O positivismo
proposto por Auguste Comte no século XIX foi, na época,
revolucionário. Baseado em uma praticidade e brevidade dificilmente
vistos antes da criação da escola, prega que as únicas
experiências válidas são aquelas baseadas no mundo sensível, que
a ciência é a única forma de progresso da humanidade, que a
sociedade não deve buscar o poder direto, mas sim a participação
contínua no poder moral, além da valorização dos deveres e da
sociedade em detrimento ao indivíduo. Devido a estes aspectos, a
escola foi muito importante para o pensamento ocidental, porém ela
já não se enquadra nos padrões do mundo moderno. Suas ideias de
ordem e progresso, que inclusive estão escritas na bandeira do
Brasil, propõem justamente essa noção extremamente direta e
simplista que hoje já vemos que não cabe em nossa realidade.
Podemos fazer um
paralelo entre a escola positivista e a noção atual de
judicialização da política e politização do judiciário.
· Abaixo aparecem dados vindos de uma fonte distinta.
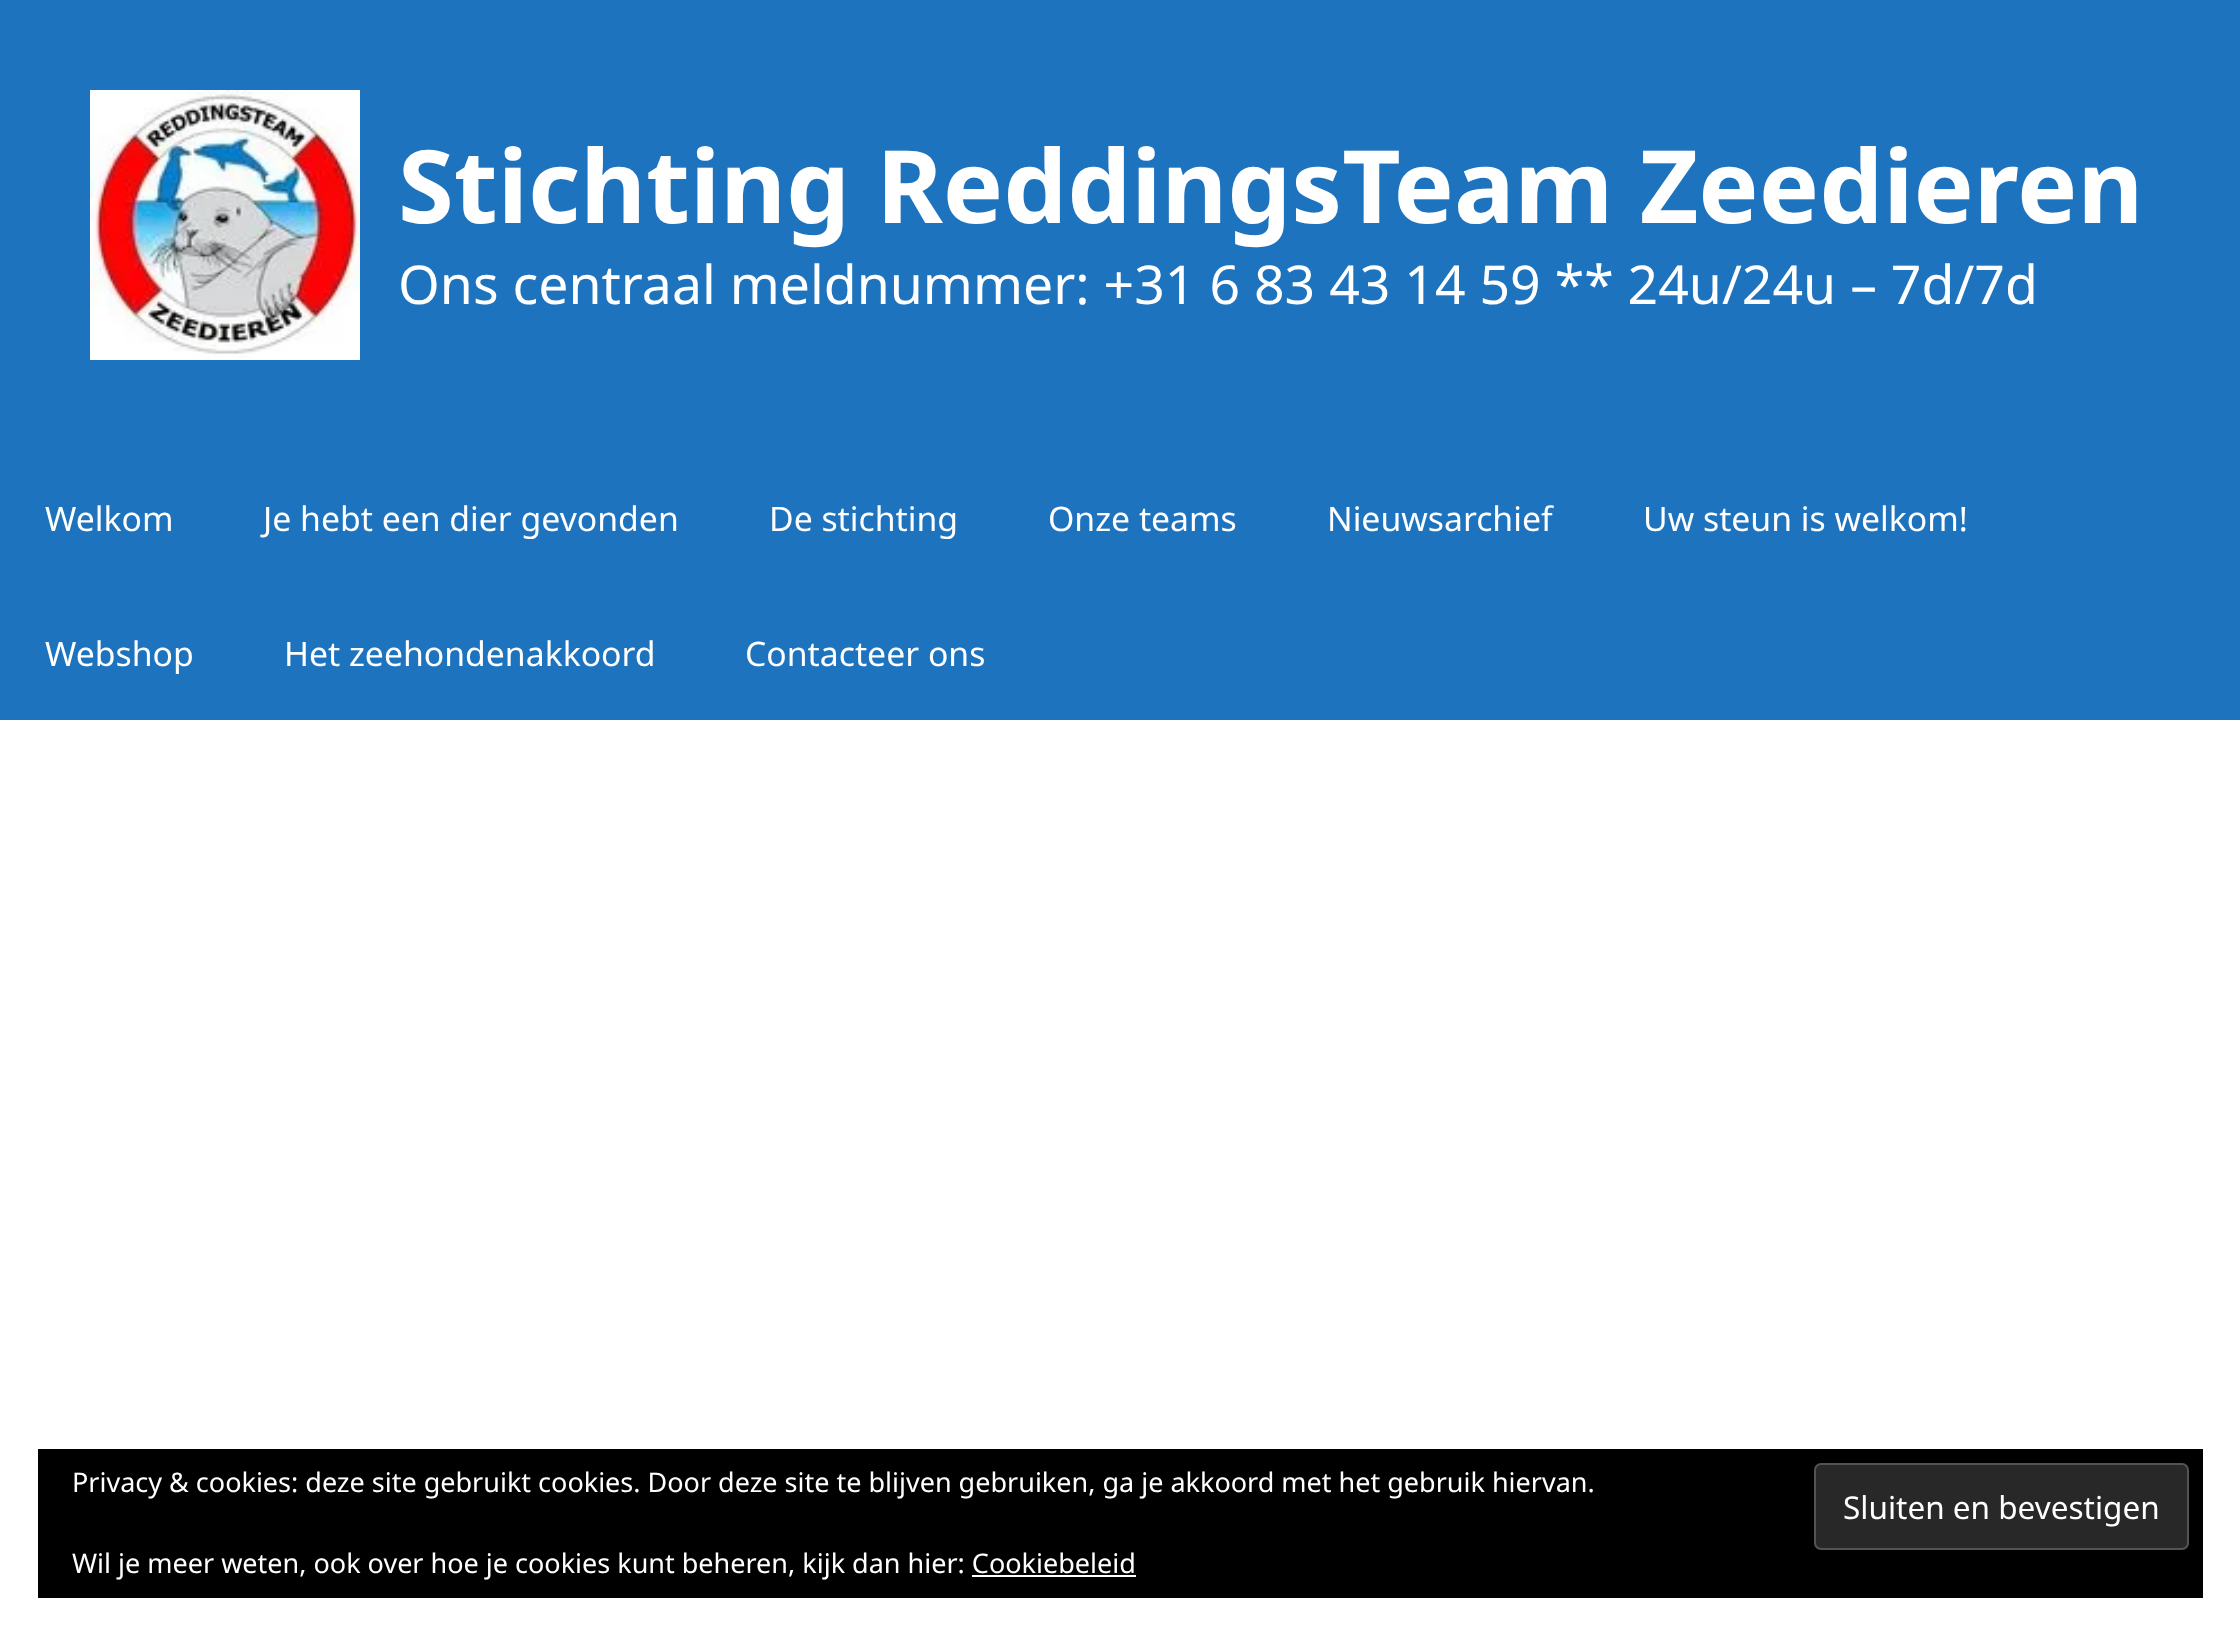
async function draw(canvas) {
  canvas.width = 2240
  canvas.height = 1635
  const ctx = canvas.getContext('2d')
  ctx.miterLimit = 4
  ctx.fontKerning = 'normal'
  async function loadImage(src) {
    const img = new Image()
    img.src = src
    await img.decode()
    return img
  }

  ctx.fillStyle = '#fff'
  ctx.fillRect(0, 0, 2240, 1635)
  ctx.fillStyle = '#1e73be'
  ctx.fillRect(0, 0, 2240, 720)
  ctx.drawImage(await loadImage('image0.png'), 90, 90, 270, 270)
  ctx.font = 'bold 101.25px Noto Sans'
  ctx.fillStyle = '#fff'
  ctx.fillText('Stichting ReddingsTeam Zeedieren', 398, 223)
  ctx.font = '53.55px Noto Sans'
  ctx.fillText('Ons centraal meldnummer: +31 6 83 43 14 59 ** 24u/24u – 7d/7d', 398, 304)
  ctx.font = '33.75px Noto Sans'
  ctx.fillText('Welkom', 45, 531)
  ctx.fillText('Je hebt een dier gevonden', 263, 531)
  ctx.fillText('De stichting', 769, 531)
  ctx.fillText('Onze teams', 1048, 531)
  ctx.fillText('Nieuwsarchief', 1327, 531)
  ctx.fillText('Uw steun is welkom!', 1643, 531)
  ctx.fillText('Webshop', 45, 666)
  ctx.fillText('Het zeehondenakkoord', 284, 666)
  ctx.fillText('Contacteer ons', 745, 666)
  ctx.fillStyle = '#000'
  ctx.fillRect(38, 1449, 2165, 149)
  ctx.font = '27px Noto Sans'
  ctx.fillStyle = '#fff'
  ctx.fillText('Privacy & cookies: deze site gebruikt cookies. Door deze site te blijven gebruiken, ga je akkoord met het gebruik hiervan.', 72, 1492)
  ctx.fillStyle = '#282828'
  ctx.beginPath()
  ctx.roundRect(1815, 1464, 373, 85, 6)
  ctx.fill()
  ctx.strokeStyle = '#535353'
  ctx.lineWidth = 2
  ctx.stroke()
  ctx.font = '31.5px Noto Sans'
  ctx.fillStyle = '#fff'
  ctx.fillText('Sluiten en bevestigen', 1843, 1519)
  ctx.font = '27px Noto Sans'
  ctx.fillText('Wil je meer weten, ook over hoe je cookies kunt beheren, kijk dan hier: Cookiebeleid', 72, 1573)
  ctx.fillRect(972, 1575, 164, 2)
}

draw(document.querySelector('canvas'))
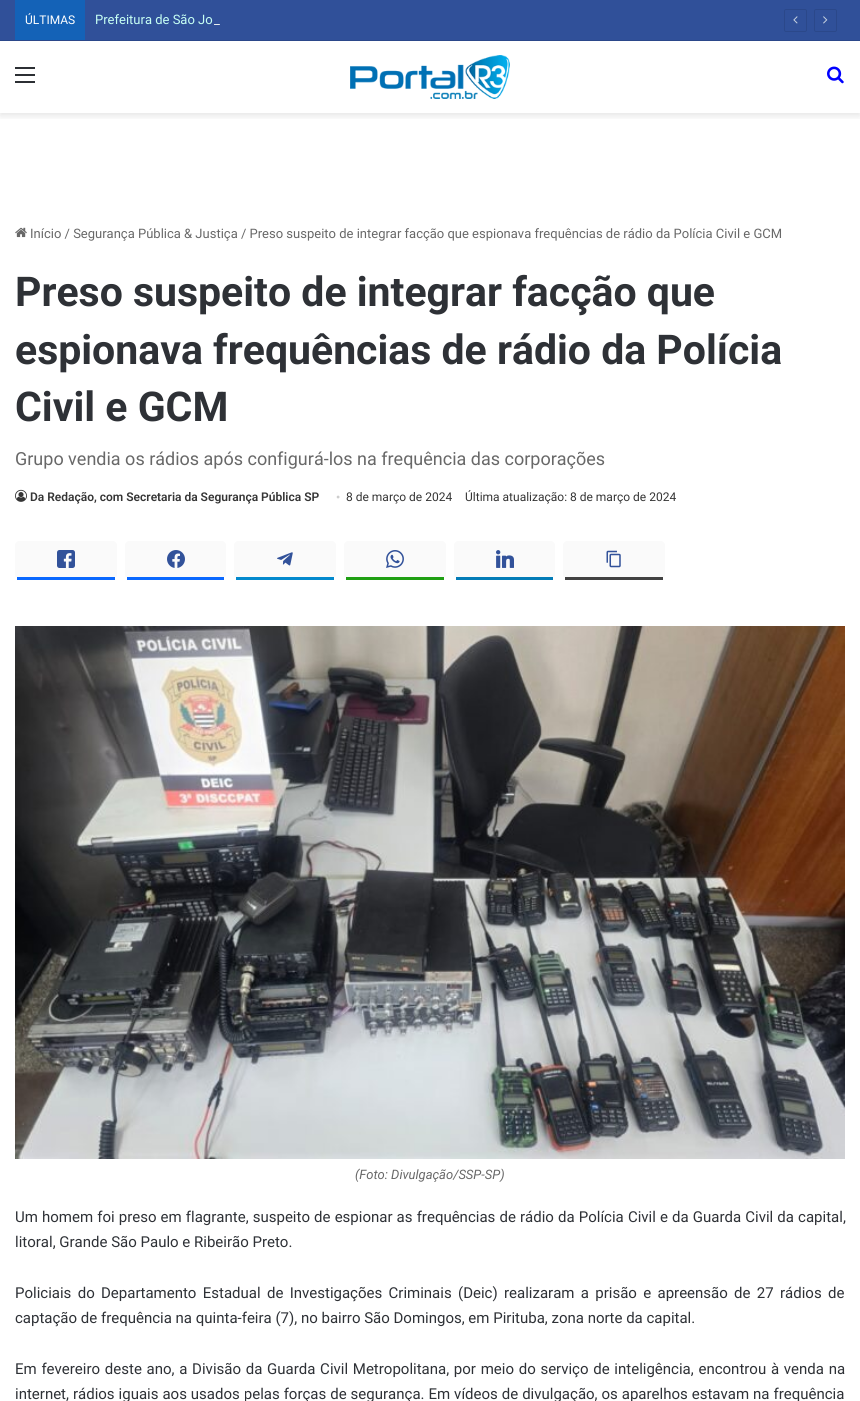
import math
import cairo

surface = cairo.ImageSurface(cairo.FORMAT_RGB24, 860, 1401)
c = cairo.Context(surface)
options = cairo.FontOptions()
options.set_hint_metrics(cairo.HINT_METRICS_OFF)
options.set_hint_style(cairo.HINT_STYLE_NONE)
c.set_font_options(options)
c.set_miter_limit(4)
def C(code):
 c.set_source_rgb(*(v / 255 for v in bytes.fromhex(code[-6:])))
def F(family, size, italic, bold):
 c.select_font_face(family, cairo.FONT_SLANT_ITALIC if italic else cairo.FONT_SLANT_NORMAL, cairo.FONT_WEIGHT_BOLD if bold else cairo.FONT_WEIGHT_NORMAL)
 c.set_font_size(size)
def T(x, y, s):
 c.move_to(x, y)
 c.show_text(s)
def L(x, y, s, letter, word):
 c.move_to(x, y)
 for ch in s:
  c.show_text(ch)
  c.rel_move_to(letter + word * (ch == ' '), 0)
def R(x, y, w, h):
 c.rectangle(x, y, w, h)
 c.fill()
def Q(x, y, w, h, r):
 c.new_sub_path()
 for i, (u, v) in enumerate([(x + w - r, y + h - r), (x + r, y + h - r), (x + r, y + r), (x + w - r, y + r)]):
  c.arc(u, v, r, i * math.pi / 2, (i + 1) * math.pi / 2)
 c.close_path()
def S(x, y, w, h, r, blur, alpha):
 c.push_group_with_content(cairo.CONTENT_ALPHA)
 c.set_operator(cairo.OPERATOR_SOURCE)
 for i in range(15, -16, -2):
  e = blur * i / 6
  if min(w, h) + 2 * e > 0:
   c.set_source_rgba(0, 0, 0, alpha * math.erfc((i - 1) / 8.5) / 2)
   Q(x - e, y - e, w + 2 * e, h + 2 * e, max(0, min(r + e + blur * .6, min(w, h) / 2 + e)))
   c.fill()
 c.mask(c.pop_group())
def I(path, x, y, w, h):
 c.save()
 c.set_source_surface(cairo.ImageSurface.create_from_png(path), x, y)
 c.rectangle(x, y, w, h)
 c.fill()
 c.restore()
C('ffffff')
c.paint()
c.save()
c.rectangle(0,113,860,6)
c.clip()
C('000000')
S(0,44,860,72,0,3.5,.1)
c.restore()
C('305099')
R(0,0,860,40)
C('2b488a')
R(0,40,860,1)
C('1462b7')
R(15,0,70,40)
F('Roboto',12,0,0)
C('ffffff')
T(25,24,'ÚLTIMAS')
F('Roboto',13,0,0)
C('c6fff3')
T(95,24,'Prefeitura de São Jo')
C('edf2f1')
T(214,24,'_')
Q(784.5,9.5,22,22,1.5)
C('2b488a')
c.set_line_width(1)
c.stroke()
I('1.png',793,16,5,8)
Q(814.5,9.5,22,22,1.5)
c.stroke()
I('2.png',823,16,5,8)
C('2c2f34')
R(15,74,20,2)
R(15,67,20,2)
R(15,81,20,2)
I('3.png',350,55,160,44)
I('4.png',827,66,17,18)
I('5.png',15,227,12,11)
C('686868')
T(30,238,'Início / Segurança Pública & Justiça / Preso suspeito de integrar facção que espionava frequências de rádio da Polícia Civil e GCM')
F('Roboto',41,0,1)
C('2e3136')
T(15,306,'Preso suspeito de integrar facção que')
T(15,364,'espionava frequências de rádio da Polícia')
T(15,421,'Civil e GCM')
F('Roboto',18,0,0)
C('686868')
T(15,465,'Grupo vendia os rádios após configurá-los na frequência das corporações')
I('6.png',15,489,12,13)
F('Roboto SemiBold',12,0,0)
C('353535')
T(30,501,'Da Redação, com Secretaria da Segurança Pública SP')
F('Liberation Serif',12,0,0)
C('cdcdcd')
T(336,501,'•')
F('Roboto',12,0,0)
C('353535')
T(346,501,'8 de março de 2024')
T(465,501,'Última atualização: 8 de março de 2024')
C('fafafa')
c.new_path()
c.move_to(19,541)
c.line_to(113,541)
c.curve_to(115,541,117,543,117,545)
c.line_to(117,576)
c.curve_to(117,577,115,577,113,577)
c.line_to(19,577)
c.curve_to(17,577,15,577,15,576)
c.line_to(15,545)
c.curve_to(15,543,17,541,19,541)
c.close_path()
c.fill()
C('0a68ff')
R(17,577,98,3)
I('7.png',57,550,18,18)
C('fafafa')
c.new_path()
c.move_to(129,541)
c.line_to(222,541)
c.curve_to(224,541,226,543,226,545)
c.line_to(226,576)
c.curve_to(226,577,224,577,222,577)
c.line_to(129,577)
c.curve_to(127,577,125,577,125,576)
c.line_to(125,545)
c.curve_to(125,543,127,541,129,541)
c.close_path()
c.fill()
C('0a68ff')
R(127,577,97,3)
I('8.png',167,550,18,18)
C('fafafa')
c.new_path()
c.move_to(238,541)
c.line_to(332,541)
c.curve_to(334,541,336,543,336,545)
c.line_to(336,576)
c.curve_to(336,577,334,577,332,577)
c.line_to(238,577)
c.curve_to(236,577,234,577,234,576)
c.line_to(234,545)
c.curve_to(234,543,236,541,238,541)
c.close_path()
c.fill()
C('0389cd')
R(236,577,98,3)
I('9.png',277,552,16,14)
C('fafafa')
c.new_path()
c.move_to(348,541)
c.line_to(442,541)
c.curve_to(444,541,446,543,446,545)
c.line_to(446,576)
c.curve_to(446,577,444,577,442,577)
c.line_to(348,577)
c.curve_to(346,577,344,577,344,576)
c.line_to(344,545)
c.curve_to(344,543,346,541,348,541)
c.close_path()
c.fill()
C('1f9f13')
R(346,577,98,3)
I('10.png',386,550,18,18)
C('fafafa')
c.new_path()
c.move_to(458,541)
c.line_to(551,541)
c.curve_to(553,541,555,543,555,545)
c.line_to(555,576)
c.curve_to(555,577,553,577,551,577)
c.line_to(458,577)
c.curve_to(456,577,454,577,454,576)
c.line_to(454,545)
c.curve_to(454,543,456,541,458,541)
c.close_path()
c.fill()
C('037cb7')
R(456,577,97,3)
I('11.png',496,550,18,18)
C('fafafa')
c.new_path()
c.move_to(567,541)
c.line_to(661,541)
c.curve_to(663,541,665,543,665,545)
c.line_to(665,576)
c.curve_to(665,577,663,577,661,577)
c.line_to(567,577)
c.curve_to(565,577,563,577,563,576)
c.line_to(563,545)
c.curve_to(563,543,565,541,567,541)
c.close_path()
c.fill()
C('424242')
R(565,577,98,3)
I('12.png',606,550,15,18)
I('13.png',15,626,830,533)
F('Roboto',13,1,0)
C('686868')
T(355,1179,'(Foto: Divulgação/SSP-SP)')
F('Roboto',15,0,0)
C('2e3136')
L(15,1222,'Um homem foi preso em flagrante, suspeito de espionar as frequências de rádio da Polícia Civil e da Guarda Civil da capital,',0,.4)
T(15,1247,'litoral, Grande São Paulo e Ribeirão Preto.')
L(15,1298,'Policiais do Departamento Estadual de Investigações Criminais (Deic) realizaram a prisão e apreensão de 27 rádios de',0,2.6)
T(15,1323,'captação de frequência na quinta-feira (7), no bairro São Domingos, em Pirituba, zona norte da capital.')
L(15,1374,'Em fevereiro deste ano, a Divisão da Guarda Civil Metropolitana, por meio do serviço de inteligência, encontrou à venda na',0,1)
L(15,1399,'internet, rádios iguais aos usados pelas forças de segurança. Em vídeos de divulgação, os aparelhos estavam na frequência',0,.25)
surface.write_to_png('o.png')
Como
foi dito na IX Jornada Inaugural do Direito “Marielle Franco”, na
mesa 2, o judiciário, por ser o único poder não democrático –
haja visto que os magistrados e muitos outros cargos do poder são
escolhidos por concurso público – é hoje muitas vezes
escolhido como o herói da nação, tendo em vista a falta de
credibilidade por que sofrem o executivo e o legislativo. Isso faz
com que muitos assuntos que não deveriam cair em sua jurisdição
caiam, e com o apoio da sociedade. Tais ideias corroboram com o ideal
positivista, no sentido de manutenção de ordem e bem público, além
de serem justificadas pela ideia
de harmonia social fundada no cumprimento de papel prescrito pela
moral. Um exemplo que prova isso é a atuação do juiz Sérgio
Moro na Operação Lava Jato, que teve atitudes que vão contra a
tradição de nosso judiciário sob a desculpa de evitar tumultos. A
crise nas instituições democráticas são o combustível para isso,
aliada a um desejo geral de limpeza nos poderes. Este fato que
acontece no país é danoso devido a verticalização do processo,
além da ausência de critérios públicos de decisão e falta de
necessidade de prestar contas, ou de alguém para prestar contas.
O Brasil é um país
que tem, historicamente, relação íntima com a escola positivista.
A ideia de fixabilidade proposta pelo movimento, entretanto, é
danosa para o país nos dias de hoje. Ela justifica abusos e
desmandos nas mais diferentes áreas da sociedade, indo desde as
intervenções violentas ordenadas pelo governo nas manifestações
dos professores em São Paulo até a atuação de juízes em
operações de grande porte que são do interesse da nação. A
manutenção da ordem é então feita de maneira errônea, pois corta
o diálogo entre os diferentes setores e vai diretamente contra a
lei, entretanto em muitas partes da sociedade tais ações são
apoiadas justamente por causa da carga positivista que carregamos em
nossa cultura. Além disso, uma grande carga trazida pela ditadura
militar corrobora para que grande parte da população pense desse
jeito, carga esta que já havia sido influenciada pelos ideais
positivistas em 1964.
A escola
positivista, apesar de importante em certo momento da história, já
não cabe mais nos dias atuais. Temos hoje muitas escolas diferentes
que explicam a organicidade da sociedade de maneira mais satisfatória
e atual, em detrimento do engessamento positivista do século XIX.
Apesar disso, devido a ideia de ordem e a simplicidade e causalidade
da escola, além dos aspectos culturais que nos permeia até hoje, o
positivismo é muito presente em muitos aspectos da sociedade
brasileira. Não é possível dizer que seremos uma sociedade mais
justa nos anos que virão se nosso judiciário, bêbado pelo poder
que a carga positivista o trouxe, continuar usando dessa influência
para se sobrepôr aos outros poderes, inclusive pelo fato de ele ser
um exemplo para o cidadão comum que o seguirá caso ele escolha esse
caminho, apoiando então os abusos hoje em dia cometidos.